Stored data:
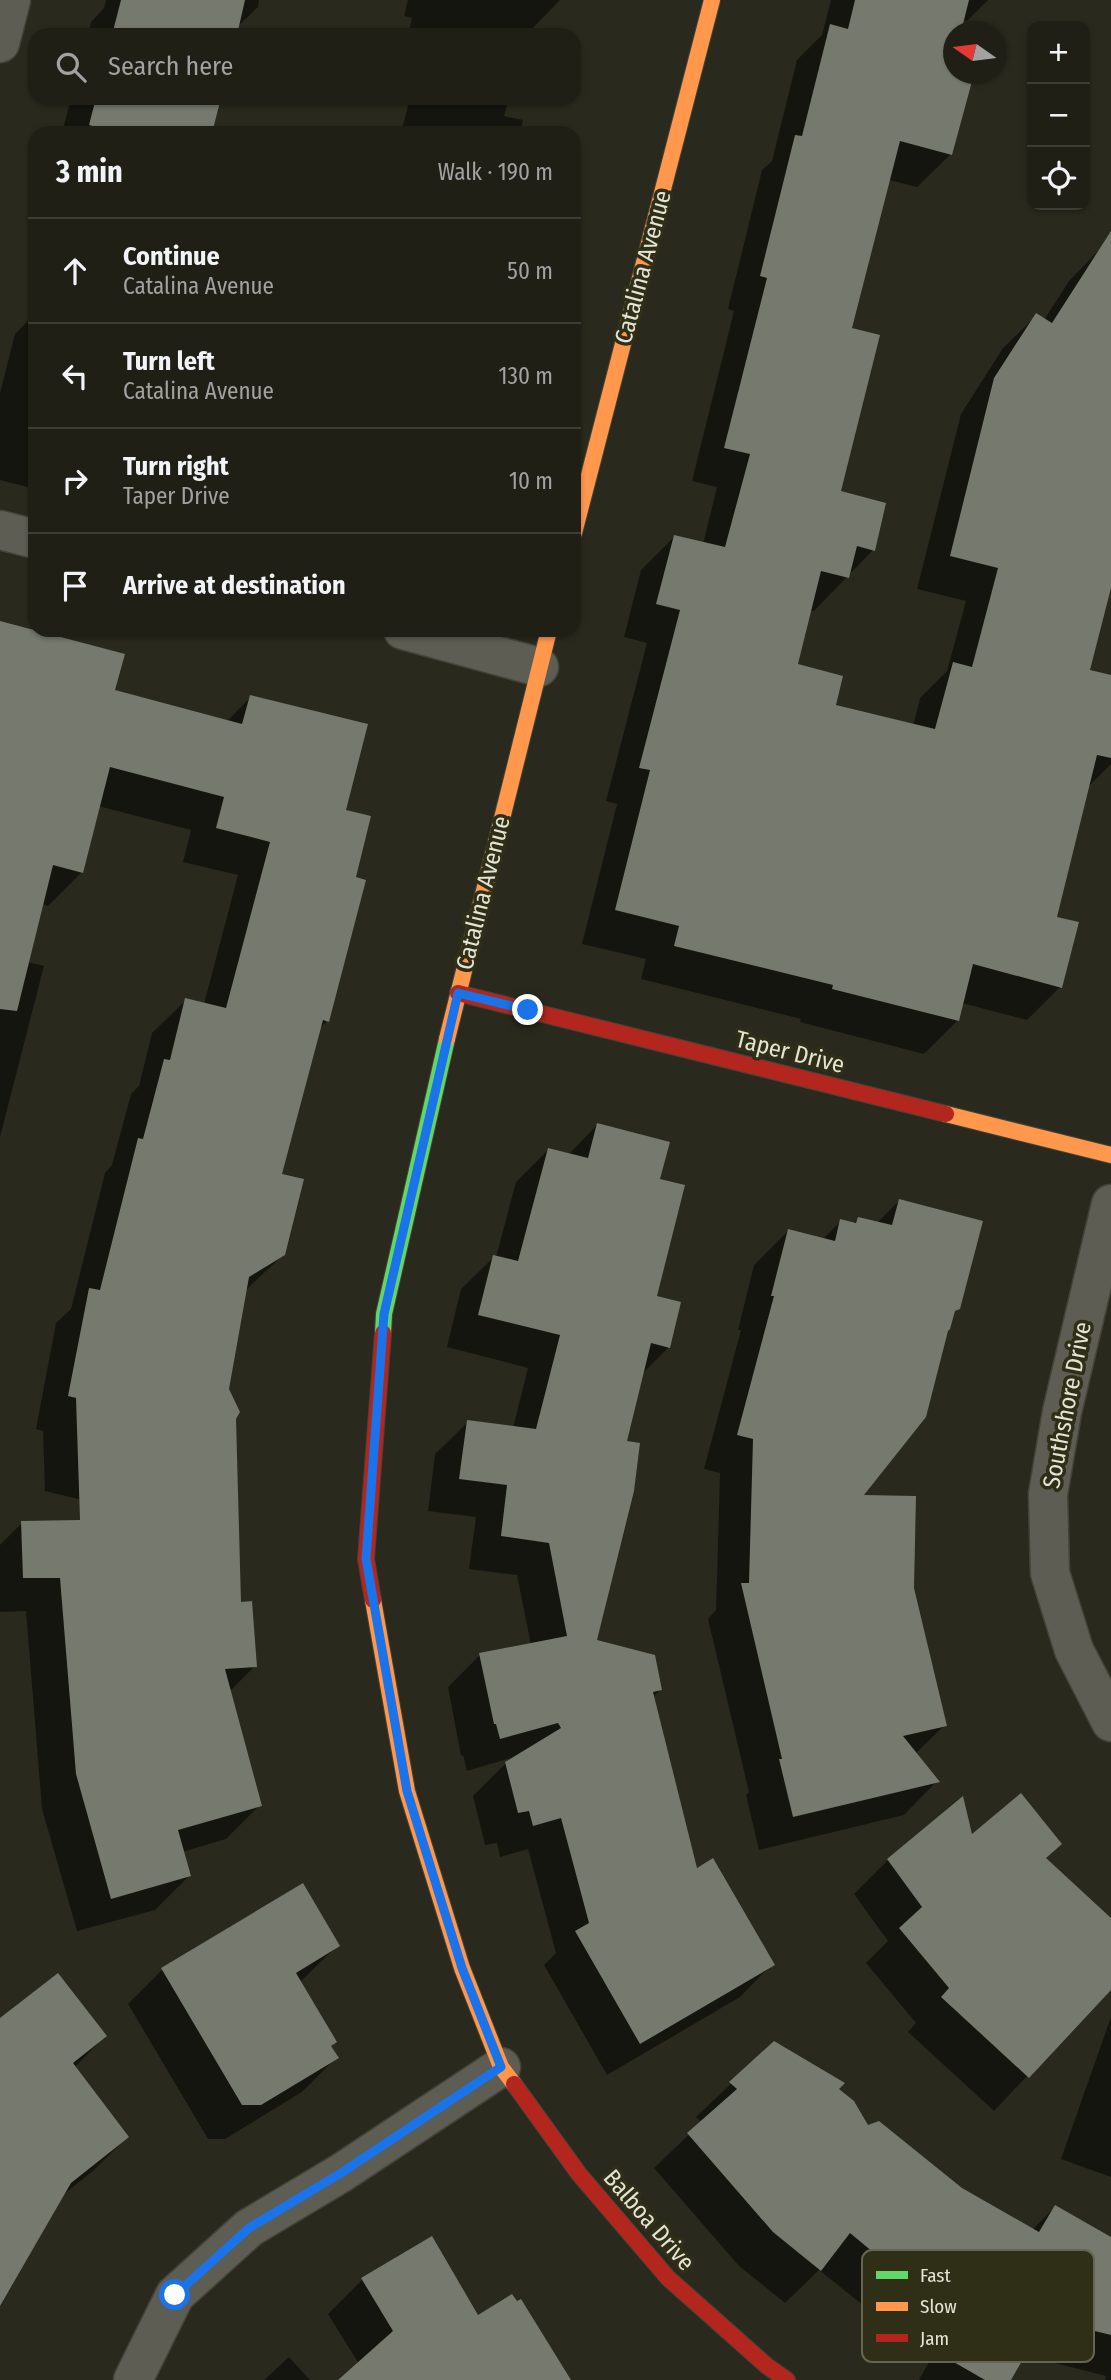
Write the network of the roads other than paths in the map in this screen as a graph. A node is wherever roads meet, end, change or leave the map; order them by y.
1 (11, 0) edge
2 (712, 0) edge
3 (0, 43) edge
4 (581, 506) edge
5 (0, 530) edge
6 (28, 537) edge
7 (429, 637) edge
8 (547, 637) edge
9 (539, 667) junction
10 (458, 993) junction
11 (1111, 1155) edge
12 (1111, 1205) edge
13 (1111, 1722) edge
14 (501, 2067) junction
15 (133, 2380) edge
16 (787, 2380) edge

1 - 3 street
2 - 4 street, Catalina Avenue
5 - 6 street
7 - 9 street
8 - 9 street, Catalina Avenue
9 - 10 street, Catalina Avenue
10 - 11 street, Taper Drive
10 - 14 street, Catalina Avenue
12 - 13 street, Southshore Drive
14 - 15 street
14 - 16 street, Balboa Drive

→ **ABOUT THIS TASK**
All of the entries above need to be transcribed exactly, except for the pictures.

→ **RESULT**
Write the network of the roads other than paths in the map in this screen as a graph. A node is wherever roads meet, end, change or leave the map; order them by y.
1 (11, 0) edge
2 (712, 0) edge
3 (0, 43) edge
4 (581, 506) edge
5 (0, 530) edge
6 (28, 537) edge
7 (429, 637) edge
8 (547, 637) edge
9 (539, 667) junction
10 (458, 993) junction
11 (1111, 1155) edge
12 (1111, 1205) edge
13 (1111, 1722) edge
14 (501, 2067) junction
15 (133, 2380) edge
16 (787, 2380) edge

1 - 3 street
2 - 4 street, Catalina Avenue
5 - 6 street
7 - 9 street
8 - 9 street, Catalina Avenue
9 - 10 street, Catalina Avenue
10 - 11 street, Taper Drive
10 - 14 street, Catalina Avenue
12 - 13 street, Southshore Drive
14 - 15 street
14 - 16 street, Balboa Drive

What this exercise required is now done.